Свет над дверью пансиона отражался круглыми бликами на ногтях Алабамы. От ее стремительных шагов воздух в прихожей взбудоражился, сонное спокойствие, царившее тут, было безжалостно нарушено.
— Итак, я буду здесь жить, — сказала Алабама. — Что ж, здесь так здесь.

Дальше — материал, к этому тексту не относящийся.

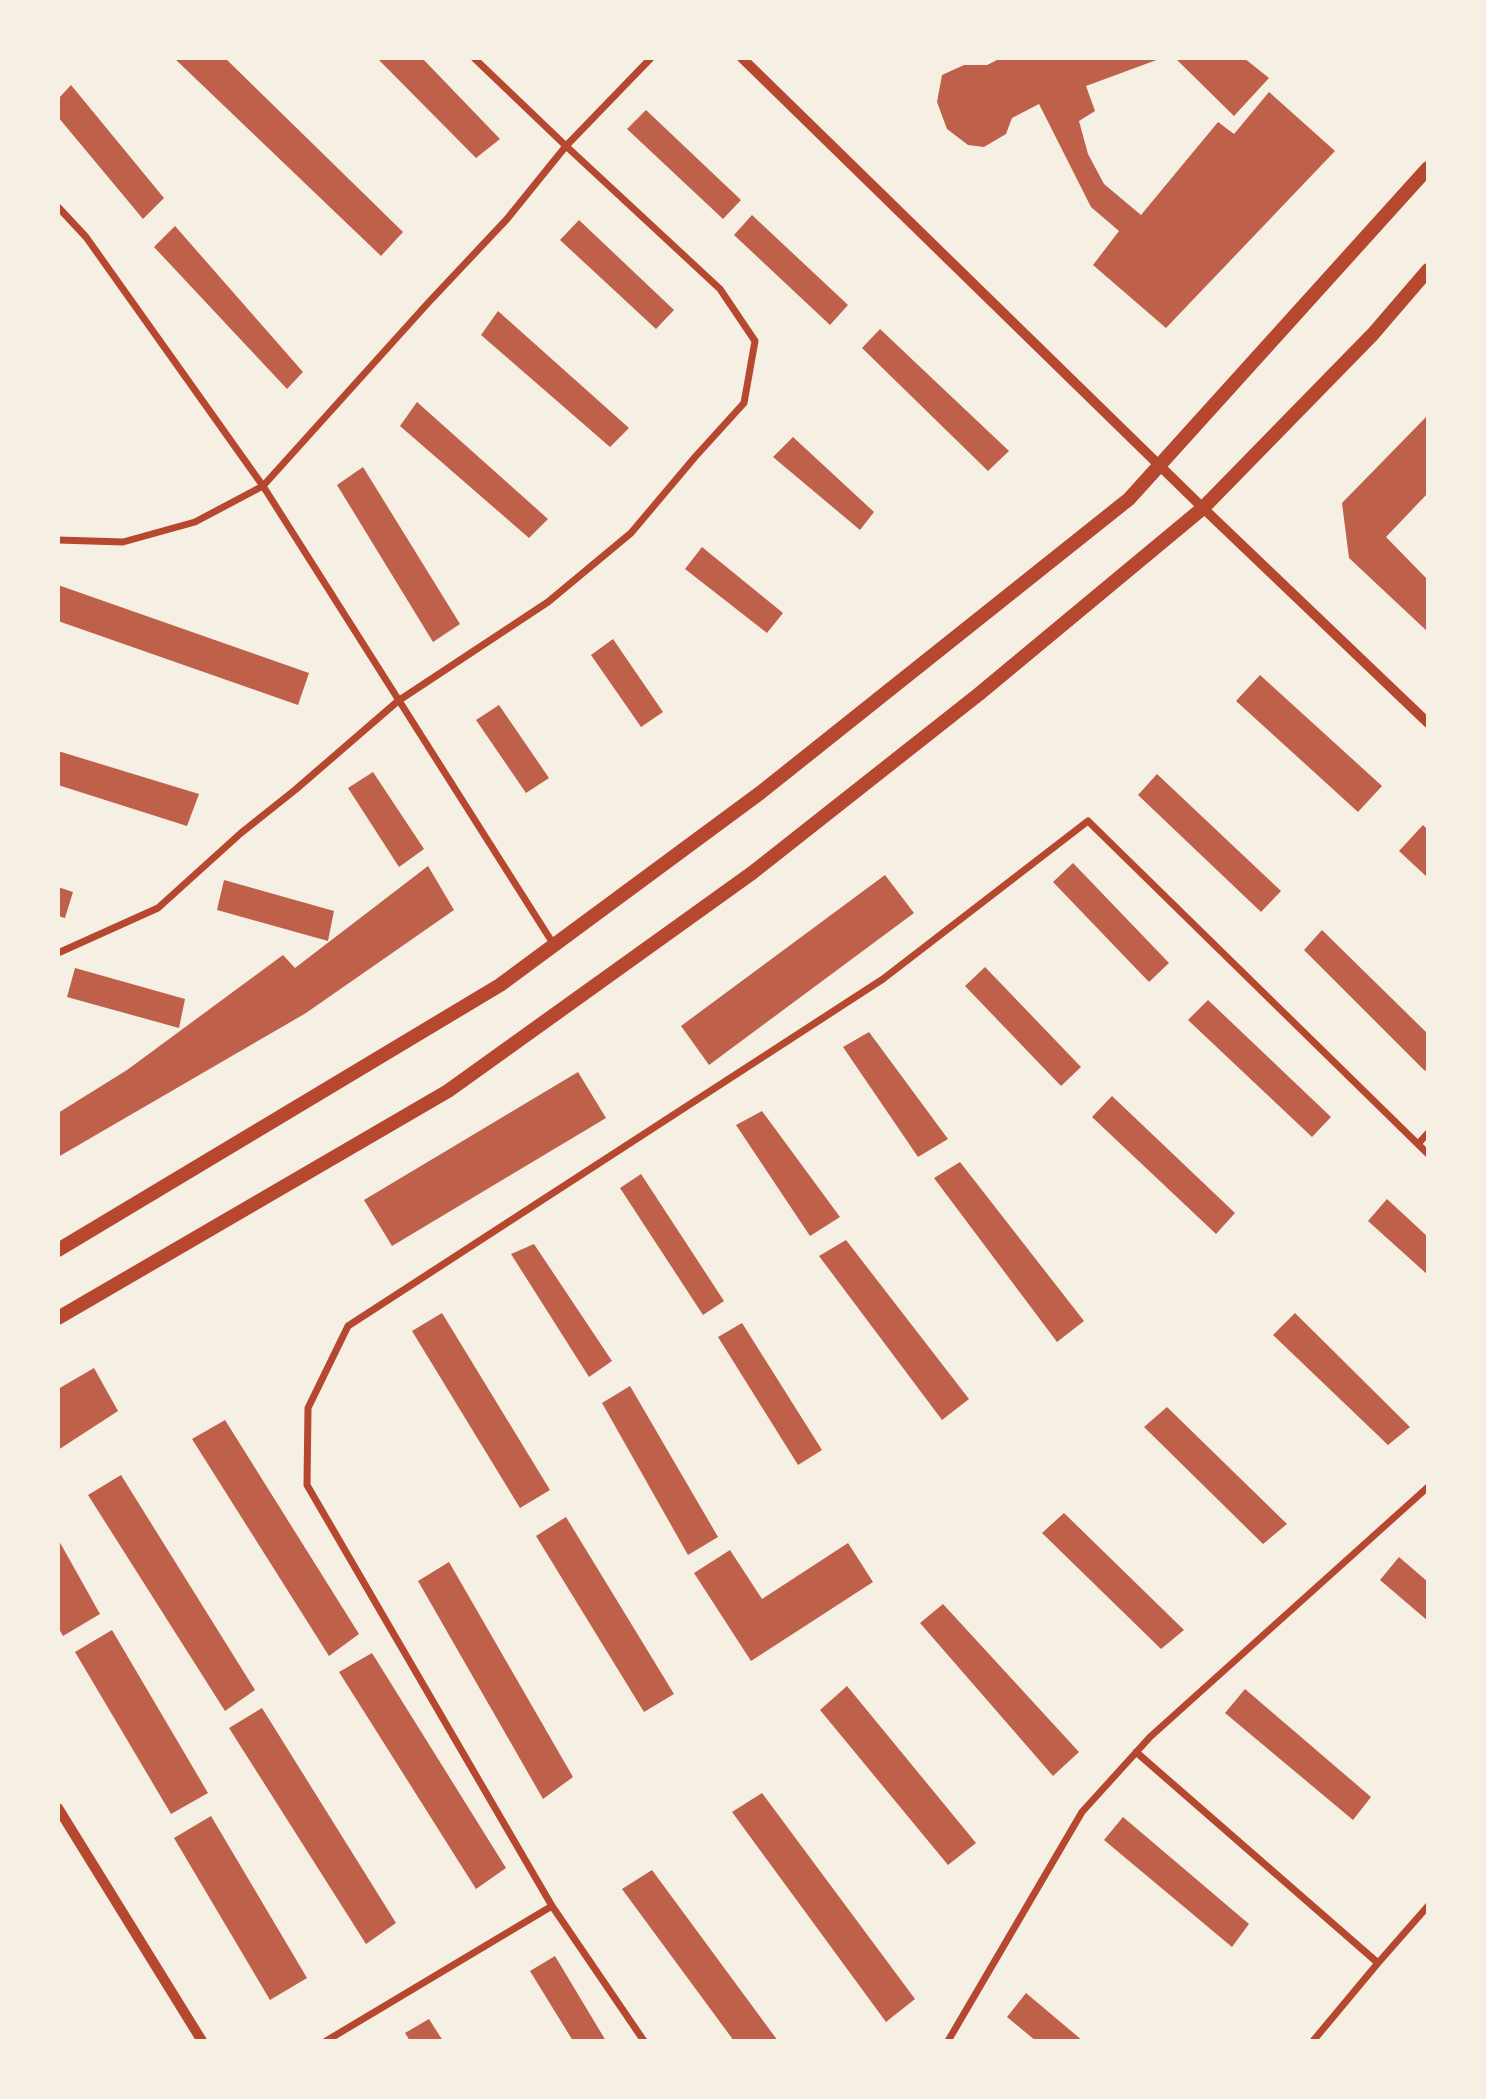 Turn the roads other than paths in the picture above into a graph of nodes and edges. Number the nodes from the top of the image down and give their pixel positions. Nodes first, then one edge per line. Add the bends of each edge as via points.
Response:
1 (474, 58) edge
2 (651, 58) edge
3 (742, 58) edge
4 (566, 146) junction
5 (1428, 168) edge
6 (58, 207) edge
7 (1428, 270) edge
8 (1160, 465) junction
9 (263, 486) junction
10 (1203, 508) junction
11 (58, 540) edge
12 (398, 701) junction
13 (1428, 723) edge
14 (554, 945) junction
15 (58, 953) edge
16 (1428, 1133) edge
17 (1418, 1144) junction
18 (1428, 1154) edge
19 (58, 1250) edge
20 (58, 1318) edge
21 (1428, 1487) edge
22 (1136, 1752) junction
23 (58, 1808) edge
24 (552, 1906) junction
25 (1428, 1906) edge
26 (1378, 1964) junction
27 (202, 2041) edge
28 (326, 2041) edge
29 (644, 2041) edge
30 (948, 2041) edge
31 (1313, 2041) edge

1 - 4 street
2 - 4 street
3 - 8 street
4 - 9 street via 507,219
4 - 12 street via 720,289 755,341 744,404 631,533 548,602
5 - 8 main road
6 - 9 street via 86,237
7 - 10 main road via 1373,334
8 - 10 street
8 - 14 main road via 1129,499 771,785
9 - 11 street via 195,522 124,542
9 - 12 street
10 - 13 street
10 - 20 main road via 979,694 752,873 448,1091
12 - 14 street
12 - 15 street via 158,908
14 - 19 main road via 500,985
16 - 17 street
17 - 18 street
17 - 24 street via 1088,821 883,978 348,1326 308,1408 307,1485
21 - 22 street
22 - 26 street
22 - 30 street via 1082,1812
23 - 27 street
24 - 28 street
24 - 29 street
25 - 26 street
26 - 31 street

Хозяйка сообщила, что в комнате есть балкон — он и вправду был, разве что без пола, но с железными перилами, прикрученными к облезлым розовым стенам. Однако имелся умывальник с гигантскими кранами, из которых струи воды, разбиваясь о раковину, летели наружу, заливая клеенку на полу. Напротив окна Алабамы, изгибаясь, волнорез забирал внутрь свившуюся в клубок синюю ночь, и от порта поднималась вонь, как из адской бездны. За свои тридцать лир Алабама получила белую железную кровать, которая когда-то была зеленой, кленовый шкаф со срезанным наискось зеркалом, мутневшим на итальянском солнце, и кресло-качалку с брюссельским ковром. Капуста три раза в день, стакан вина из Амалфи, по воскресеньям ньокки[125], по ночам хоровое исполнение бездельниками песенки про сердце красавицы[126]под балконом тоже были включены в счет. Комната была большая, но какая-то нескладная, со множеством выступов и углов, и вскоре у Алабамы возникло ощущение, что она занимает целую квартиру. Хотя в Неаполе все — хотя бы чуть-чуть — было золоченым, в своей комнате Алабама не смогла найти ни следа позолоты, однако ей казалось, что когда-то потолок украшала золотая фольга. Звуки шагов доносились с тротуара внизу, грея душу воспоминаниями. Ночи были абсолютно в духе классических романов; в темноте мелькали какие-то смутные тени, как фантастические сгустки живого счастья; кактусы своими колючками протыкали лето; рыбьи спины сверкали в открытых лодках, как кусочки слюды.